• EXERCISE PROMPT: So that nothing is lost, transcribe each line of the records exactly.

Items from a dataset:

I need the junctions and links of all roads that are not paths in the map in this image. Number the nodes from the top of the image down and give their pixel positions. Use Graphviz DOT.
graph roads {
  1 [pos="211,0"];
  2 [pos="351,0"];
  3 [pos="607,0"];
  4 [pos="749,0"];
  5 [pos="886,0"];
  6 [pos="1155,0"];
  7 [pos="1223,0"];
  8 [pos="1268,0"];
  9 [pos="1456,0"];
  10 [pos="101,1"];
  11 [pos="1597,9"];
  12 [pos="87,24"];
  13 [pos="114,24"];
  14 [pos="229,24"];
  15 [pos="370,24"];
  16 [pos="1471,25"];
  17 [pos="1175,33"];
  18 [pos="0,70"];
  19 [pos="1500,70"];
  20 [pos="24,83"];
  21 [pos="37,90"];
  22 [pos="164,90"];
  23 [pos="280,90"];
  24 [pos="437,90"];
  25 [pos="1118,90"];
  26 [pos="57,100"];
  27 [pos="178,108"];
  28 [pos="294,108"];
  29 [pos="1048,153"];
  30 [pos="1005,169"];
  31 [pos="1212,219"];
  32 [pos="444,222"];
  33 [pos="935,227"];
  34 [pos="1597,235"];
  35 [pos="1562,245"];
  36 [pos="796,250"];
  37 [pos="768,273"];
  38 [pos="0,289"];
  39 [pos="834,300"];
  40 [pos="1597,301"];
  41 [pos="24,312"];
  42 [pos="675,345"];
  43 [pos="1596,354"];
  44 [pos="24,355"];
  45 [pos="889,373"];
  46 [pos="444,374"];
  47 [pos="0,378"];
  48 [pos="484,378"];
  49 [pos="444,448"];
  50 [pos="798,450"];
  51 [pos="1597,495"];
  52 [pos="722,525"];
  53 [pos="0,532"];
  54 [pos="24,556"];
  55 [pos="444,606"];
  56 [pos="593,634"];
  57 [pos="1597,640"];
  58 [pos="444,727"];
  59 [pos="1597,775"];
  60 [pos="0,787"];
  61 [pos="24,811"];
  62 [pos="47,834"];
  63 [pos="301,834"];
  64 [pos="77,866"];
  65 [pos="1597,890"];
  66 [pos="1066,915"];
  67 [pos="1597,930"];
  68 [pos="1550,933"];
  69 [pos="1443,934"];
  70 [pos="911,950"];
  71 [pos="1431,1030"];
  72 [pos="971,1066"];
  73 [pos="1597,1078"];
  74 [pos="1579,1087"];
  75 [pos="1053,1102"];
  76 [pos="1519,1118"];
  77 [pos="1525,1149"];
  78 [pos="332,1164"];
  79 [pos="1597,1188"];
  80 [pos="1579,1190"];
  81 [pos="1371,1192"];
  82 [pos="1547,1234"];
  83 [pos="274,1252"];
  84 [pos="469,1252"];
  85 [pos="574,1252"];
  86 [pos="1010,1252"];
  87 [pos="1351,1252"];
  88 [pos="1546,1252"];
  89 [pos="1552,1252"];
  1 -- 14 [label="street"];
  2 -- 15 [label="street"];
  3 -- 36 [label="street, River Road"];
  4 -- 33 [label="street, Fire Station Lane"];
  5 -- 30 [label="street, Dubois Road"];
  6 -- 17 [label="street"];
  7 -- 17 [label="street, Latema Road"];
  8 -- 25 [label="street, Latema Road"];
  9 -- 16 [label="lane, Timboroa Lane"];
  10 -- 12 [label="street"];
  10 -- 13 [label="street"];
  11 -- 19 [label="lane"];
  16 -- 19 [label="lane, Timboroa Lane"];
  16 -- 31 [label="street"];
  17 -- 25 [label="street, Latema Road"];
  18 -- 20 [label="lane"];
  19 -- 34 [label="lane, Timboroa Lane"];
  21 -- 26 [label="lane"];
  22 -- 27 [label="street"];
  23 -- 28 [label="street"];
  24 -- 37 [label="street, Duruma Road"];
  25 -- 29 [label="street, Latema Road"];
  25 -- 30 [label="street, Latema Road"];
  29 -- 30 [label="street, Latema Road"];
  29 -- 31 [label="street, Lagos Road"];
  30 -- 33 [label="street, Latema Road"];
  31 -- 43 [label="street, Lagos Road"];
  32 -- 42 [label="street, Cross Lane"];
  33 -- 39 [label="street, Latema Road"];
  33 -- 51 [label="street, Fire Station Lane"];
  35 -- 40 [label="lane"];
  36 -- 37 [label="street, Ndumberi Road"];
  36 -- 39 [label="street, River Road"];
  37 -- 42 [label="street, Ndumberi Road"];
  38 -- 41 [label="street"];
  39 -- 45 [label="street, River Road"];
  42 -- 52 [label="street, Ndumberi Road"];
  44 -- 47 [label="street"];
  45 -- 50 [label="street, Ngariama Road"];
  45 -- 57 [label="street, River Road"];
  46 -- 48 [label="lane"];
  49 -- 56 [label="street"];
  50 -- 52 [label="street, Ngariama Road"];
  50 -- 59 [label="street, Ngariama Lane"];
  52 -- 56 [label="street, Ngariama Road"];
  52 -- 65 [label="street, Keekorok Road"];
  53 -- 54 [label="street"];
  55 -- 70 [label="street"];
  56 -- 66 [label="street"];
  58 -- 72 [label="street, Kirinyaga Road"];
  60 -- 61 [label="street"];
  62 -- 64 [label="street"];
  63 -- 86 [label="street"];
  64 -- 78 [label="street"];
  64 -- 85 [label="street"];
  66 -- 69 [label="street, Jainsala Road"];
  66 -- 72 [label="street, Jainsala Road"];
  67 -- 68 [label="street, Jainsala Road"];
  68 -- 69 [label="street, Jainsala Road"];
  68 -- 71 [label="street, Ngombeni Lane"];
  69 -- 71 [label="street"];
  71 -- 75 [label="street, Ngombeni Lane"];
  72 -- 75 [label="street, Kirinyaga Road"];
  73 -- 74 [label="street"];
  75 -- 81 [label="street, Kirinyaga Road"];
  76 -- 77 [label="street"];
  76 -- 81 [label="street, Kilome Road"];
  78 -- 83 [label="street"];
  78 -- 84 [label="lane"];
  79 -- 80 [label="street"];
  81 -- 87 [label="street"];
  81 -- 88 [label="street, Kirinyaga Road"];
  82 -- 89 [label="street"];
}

• TASK ANSWER:
I need the junctions and links of all roads that are not paths in the map in this image. Number the nodes from the top of the image down and give their pixel positions. Use Graphviz DOT.
graph roads {
  1 [pos="211,0"];
  2 [pos="351,0"];
  3 [pos="607,0"];
  4 [pos="749,0"];
  5 [pos="886,0"];
  6 [pos="1155,0"];
  7 [pos="1223,0"];
  8 [pos="1268,0"];
  9 [pos="1456,0"];
  10 [pos="101,1"];
  11 [pos="1597,9"];
  12 [pos="87,24"];
  13 [pos="114,24"];
  14 [pos="229,24"];
  15 [pos="370,24"];
  16 [pos="1471,25"];
  17 [pos="1175,33"];
  18 [pos="0,70"];
  19 [pos="1500,70"];
  20 [pos="24,83"];
  21 [pos="37,90"];
  22 [pos="164,90"];
  23 [pos="280,90"];
  24 [pos="437,90"];
  25 [pos="1118,90"];
  26 [pos="57,100"];
  27 [pos="178,108"];
  28 [pos="294,108"];
  29 [pos="1048,153"];
  30 [pos="1005,169"];
  31 [pos="1212,219"];
  32 [pos="444,222"];
  33 [pos="935,227"];
  34 [pos="1597,235"];
  35 [pos="1562,245"];
  36 [pos="796,250"];
  37 [pos="768,273"];
  38 [pos="0,289"];
  39 [pos="834,300"];
  40 [pos="1597,301"];
  41 [pos="24,312"];
  42 [pos="675,345"];
  43 [pos="1596,354"];
  44 [pos="24,355"];
  45 [pos="889,373"];
  46 [pos="444,374"];
  47 [pos="0,378"];
  48 [pos="484,378"];
  49 [pos="444,448"];
  50 [pos="798,450"];
  51 [pos="1597,495"];
  52 [pos="722,525"];
  53 [pos="0,532"];
  54 [pos="24,556"];
  55 [pos="444,606"];
  56 [pos="593,634"];
  57 [pos="1597,640"];
  58 [pos="444,727"];
  59 [pos="1597,775"];
  60 [pos="0,787"];
  61 [pos="24,811"];
  62 [pos="47,834"];
  63 [pos="301,834"];
  64 [pos="77,866"];
  65 [pos="1597,890"];
  66 [pos="1066,915"];
  67 [pos="1597,930"];
  68 [pos="1550,933"];
  69 [pos="1443,934"];
  70 [pos="911,950"];
  71 [pos="1431,1030"];
  72 [pos="971,1066"];
  73 [pos="1597,1078"];
  74 [pos="1579,1087"];
  75 [pos="1053,1102"];
  76 [pos="1519,1118"];
  77 [pos="1525,1149"];
  78 [pos="332,1164"];
  79 [pos="1597,1188"];
  80 [pos="1579,1190"];
  81 [pos="1371,1192"];
  82 [pos="1547,1234"];
  83 [pos="274,1252"];
  84 [pos="469,1252"];
  85 [pos="574,1252"];
  86 [pos="1010,1252"];
  87 [pos="1351,1252"];
  88 [pos="1546,1252"];
  89 [pos="1552,1252"];
  1 -- 14 [label="street"];
  2 -- 15 [label="street"];
  3 -- 36 [label="street, River Road"];
  4 -- 33 [label="street, Fire Station Lane"];
  5 -- 30 [label="street, Dubois Road"];
  6 -- 17 [label="street"];
  7 -- 17 [label="street, Latema Road"];
  8 -- 25 [label="street, Latema Road"];
  9 -- 16 [label="lane, Timboroa Lane"];
  10 -- 12 [label="street"];
  10 -- 13 [label="street"];
  11 -- 19 [label="lane"];
  16 -- 19 [label="lane, Timboroa Lane"];
  16 -- 31 [label="street"];
  17 -- 25 [label="street, Latema Road"];
  18 -- 20 [label="lane"];
  19 -- 34 [label="lane, Timboroa Lane"];
  21 -- 26 [label="lane"];
  22 -- 27 [label="street"];
  23 -- 28 [label="street"];
  24 -- 37 [label="street, Duruma Road"];
  25 -- 29 [label="street, Latema Road"];
  25 -- 30 [label="street, Latema Road"];
  29 -- 30 [label="street, Latema Road"];
  29 -- 31 [label="street, Lagos Road"];
  30 -- 33 [label="street, Latema Road"];
  31 -- 43 [label="street, Lagos Road"];
  32 -- 42 [label="street, Cross Lane"];
  33 -- 39 [label="street, Latema Road"];
  33 -- 51 [label="street, Fire Station Lane"];
  35 -- 40 [label="lane"];
  36 -- 37 [label="street, Ndumberi Road"];
  36 -- 39 [label="street, River Road"];
  37 -- 42 [label="street, Ndumberi Road"];
  38 -- 41 [label="street"];
  39 -- 45 [label="street, River Road"];
  42 -- 52 [label="street, Ndumberi Road"];
  44 -- 47 [label="street"];
  45 -- 50 [label="street, Ngariama Road"];
  45 -- 57 [label="street, River Road"];
  46 -- 48 [label="lane"];
  49 -- 56 [label="street"];
  50 -- 52 [label="street, Ngariama Road"];
  50 -- 59 [label="street, Ngariama Lane"];
  52 -- 56 [label="street, Ngariama Road"];
  52 -- 65 [label="street, Keekorok Road"];
  53 -- 54 [label="street"];
  55 -- 70 [label="street"];
  56 -- 66 [label="street"];
  58 -- 72 [label="street, Kirinyaga Road"];
  60 -- 61 [label="street"];
  62 -- 64 [label="street"];
  63 -- 86 [label="street"];
  64 -- 78 [label="street"];
  64 -- 85 [label="street"];
  66 -- 69 [label="street, Jainsala Road"];
  66 -- 72 [label="street, Jainsala Road"];
  67 -- 68 [label="street, Jainsala Road"];
  68 -- 69 [label="street, Jainsala Road"];
  68 -- 71 [label="street, Ngombeni Lane"];
  69 -- 71 [label="street"];
  71 -- 75 [label="street, Ngombeni Lane"];
  72 -- 75 [label="street, Kirinyaga Road"];
  73 -- 74 [label="street"];
  75 -- 81 [label="street, Kirinyaga Road"];
  76 -- 77 [label="street"];
  76 -- 81 [label="street, Kilome Road"];
  78 -- 83 [label="street"];
  78 -- 84 [label="lane"];
  79 -- 80 [label="street"];
  81 -- 87 [label="street"];
  81 -- 88 [label="street, Kirinyaga Road"];
  82 -- 89 [label="street"];
}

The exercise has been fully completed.